Along with that, most companies need a monitoring solution that lets them know the state of ingestion at all times and generates alerts if something goes wrong, so problems get fixed as they occur.

Hurdle #3: Making the data immediately consumable

You’ve brought the data into Hadoop. Now your data is just sitting there in its original raw format. But without a metadata and schema management for each of the data sources, you have no way to query the data through an SQL interface such as Hive. In other words, you’re just dealing with a big data lake and nobody can find anything they are looking for in an efficient way.

What’s needed is a method for creating these metadata schemas on the fly. Data ingestion processes have no control on the data production side. On top of that, the order and type of data elements can change drastically, depending on the data source. So the ingestion process needs to ensure raw data automatically gets turned into actionable data sets as it lands in Hadoop for downstream applications to make sense out of it. This can be tricky, especially when dealing with non-SQL type of data.

Hurdle #4: Enabling job scheduling based on data availability

You’ve defined your schemas. You’ve developed your jobs that process the data. The next step is scheduling what jobs you want to run, when.

In the big data world, most businesses schedule jobs with tools such a Oozie and Cron. A common limitation with these tools is they are time-based schedulers. Imagine a situation — and this happens all the time — where you have a job that kicks off at 9 p.m., but the data this job depends on has not yet arrived. A better way is to schedule jobs based on data availability, but within some type of window.

“You want the flexibility to say, here are the data sources I am looking for, schedule my jobs when this data arrives. But if the data doesn’t arrive within a specified time period, send an alert so someone can look into and resolve this,” explains Malladi.

Those are the four challenges in bringing data into Hadoop today. Generally companies create their own custom solutions to fill in these areas, but doing so can divert the focus from the core competency of the business.

A better solution may be on the horizon.

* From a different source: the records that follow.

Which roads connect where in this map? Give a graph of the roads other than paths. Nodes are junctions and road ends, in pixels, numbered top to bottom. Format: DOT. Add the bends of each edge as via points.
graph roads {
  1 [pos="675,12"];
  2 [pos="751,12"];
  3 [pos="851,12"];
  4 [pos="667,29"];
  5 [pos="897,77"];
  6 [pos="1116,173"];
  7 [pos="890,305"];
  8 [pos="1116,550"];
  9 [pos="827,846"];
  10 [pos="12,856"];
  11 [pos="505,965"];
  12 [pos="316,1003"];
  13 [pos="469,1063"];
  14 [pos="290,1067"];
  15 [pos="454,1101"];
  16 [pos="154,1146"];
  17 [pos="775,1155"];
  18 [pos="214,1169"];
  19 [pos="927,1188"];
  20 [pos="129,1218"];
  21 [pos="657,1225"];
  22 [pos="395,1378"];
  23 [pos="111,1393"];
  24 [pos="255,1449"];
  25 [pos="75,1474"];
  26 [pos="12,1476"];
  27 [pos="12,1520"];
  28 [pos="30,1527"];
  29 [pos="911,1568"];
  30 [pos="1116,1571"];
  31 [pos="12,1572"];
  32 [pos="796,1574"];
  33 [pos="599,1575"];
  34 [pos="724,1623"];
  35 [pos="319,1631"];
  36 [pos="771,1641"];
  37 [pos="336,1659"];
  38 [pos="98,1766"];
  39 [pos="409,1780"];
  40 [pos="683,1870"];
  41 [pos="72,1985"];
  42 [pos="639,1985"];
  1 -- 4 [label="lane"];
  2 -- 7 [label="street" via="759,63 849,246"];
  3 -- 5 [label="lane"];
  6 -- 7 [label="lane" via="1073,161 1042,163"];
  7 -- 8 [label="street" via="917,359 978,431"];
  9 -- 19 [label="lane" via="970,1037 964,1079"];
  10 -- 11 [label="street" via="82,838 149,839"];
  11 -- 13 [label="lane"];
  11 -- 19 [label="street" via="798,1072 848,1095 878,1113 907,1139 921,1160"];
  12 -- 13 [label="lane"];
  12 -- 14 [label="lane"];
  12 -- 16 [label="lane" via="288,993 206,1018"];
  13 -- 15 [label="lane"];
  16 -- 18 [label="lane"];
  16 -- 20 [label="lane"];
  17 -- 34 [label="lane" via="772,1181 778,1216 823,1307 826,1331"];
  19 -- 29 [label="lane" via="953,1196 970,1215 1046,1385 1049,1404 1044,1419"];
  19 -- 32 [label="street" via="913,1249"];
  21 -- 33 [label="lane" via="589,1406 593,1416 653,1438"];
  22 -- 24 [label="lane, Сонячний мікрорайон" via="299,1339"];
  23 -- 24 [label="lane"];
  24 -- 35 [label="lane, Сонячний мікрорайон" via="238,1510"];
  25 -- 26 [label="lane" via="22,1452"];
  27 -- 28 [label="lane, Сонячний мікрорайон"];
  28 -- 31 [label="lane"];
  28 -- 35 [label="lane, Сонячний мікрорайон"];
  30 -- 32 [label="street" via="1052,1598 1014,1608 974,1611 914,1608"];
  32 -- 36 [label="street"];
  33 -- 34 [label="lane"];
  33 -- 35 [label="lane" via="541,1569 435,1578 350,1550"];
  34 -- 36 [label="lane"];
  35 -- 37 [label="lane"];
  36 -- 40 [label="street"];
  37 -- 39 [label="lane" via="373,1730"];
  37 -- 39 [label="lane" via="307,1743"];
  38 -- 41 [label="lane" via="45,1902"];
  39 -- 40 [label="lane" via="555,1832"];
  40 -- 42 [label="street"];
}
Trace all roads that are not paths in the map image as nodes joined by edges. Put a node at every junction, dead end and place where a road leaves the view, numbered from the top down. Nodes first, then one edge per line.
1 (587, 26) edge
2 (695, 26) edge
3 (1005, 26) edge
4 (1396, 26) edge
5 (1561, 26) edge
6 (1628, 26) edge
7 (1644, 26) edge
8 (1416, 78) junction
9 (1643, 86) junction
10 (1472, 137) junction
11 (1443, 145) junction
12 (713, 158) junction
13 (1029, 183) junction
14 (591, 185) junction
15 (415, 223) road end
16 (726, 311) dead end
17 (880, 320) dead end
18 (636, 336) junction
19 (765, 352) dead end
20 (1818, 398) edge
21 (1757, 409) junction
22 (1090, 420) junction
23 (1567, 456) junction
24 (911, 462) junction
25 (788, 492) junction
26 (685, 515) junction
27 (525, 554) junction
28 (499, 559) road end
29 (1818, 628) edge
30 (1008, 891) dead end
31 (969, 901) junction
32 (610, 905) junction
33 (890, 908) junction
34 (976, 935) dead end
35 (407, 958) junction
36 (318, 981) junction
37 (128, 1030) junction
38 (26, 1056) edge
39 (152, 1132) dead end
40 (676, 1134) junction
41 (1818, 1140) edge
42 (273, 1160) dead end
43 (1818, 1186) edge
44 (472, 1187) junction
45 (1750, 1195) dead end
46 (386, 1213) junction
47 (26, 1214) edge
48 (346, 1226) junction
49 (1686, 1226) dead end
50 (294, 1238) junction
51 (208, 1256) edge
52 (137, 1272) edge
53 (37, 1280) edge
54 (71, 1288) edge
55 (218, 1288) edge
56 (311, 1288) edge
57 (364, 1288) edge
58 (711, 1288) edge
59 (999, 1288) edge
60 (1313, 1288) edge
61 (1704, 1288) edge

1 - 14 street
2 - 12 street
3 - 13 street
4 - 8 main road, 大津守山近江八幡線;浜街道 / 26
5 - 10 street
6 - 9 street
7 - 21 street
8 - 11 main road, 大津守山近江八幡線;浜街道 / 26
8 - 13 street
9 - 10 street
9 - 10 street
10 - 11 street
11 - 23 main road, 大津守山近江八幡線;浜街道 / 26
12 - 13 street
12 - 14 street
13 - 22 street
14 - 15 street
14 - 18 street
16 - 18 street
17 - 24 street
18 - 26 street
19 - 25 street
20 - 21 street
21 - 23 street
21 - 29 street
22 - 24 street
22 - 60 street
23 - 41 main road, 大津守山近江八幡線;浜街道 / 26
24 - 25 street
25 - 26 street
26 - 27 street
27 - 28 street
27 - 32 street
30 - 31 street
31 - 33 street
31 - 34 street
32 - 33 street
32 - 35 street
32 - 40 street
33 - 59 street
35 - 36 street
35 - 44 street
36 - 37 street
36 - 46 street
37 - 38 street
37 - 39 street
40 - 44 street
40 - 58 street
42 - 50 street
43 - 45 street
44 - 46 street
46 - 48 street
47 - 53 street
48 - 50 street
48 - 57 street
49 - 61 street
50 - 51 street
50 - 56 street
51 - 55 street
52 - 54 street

Based on work it’s been doing to create its own big data architecture, StubHub has created an open source framework it calls BigDime (an acronym that stands for big data ingestion made easy), which it plans to make publically available in the near future, according to Malladi.

Built on Flume and Kafka, BigDime is an extensible framework for making the ingestion and processing of vast quantities of customer data within Hadoop faster and easier.

Moving forward, personalization will be the key to any consumer-oriented website or app. Working with Hadoop in a hybrid fashion, and having a solution like BigDime, extending Hadoop’s capabilities will be the key to making that happen.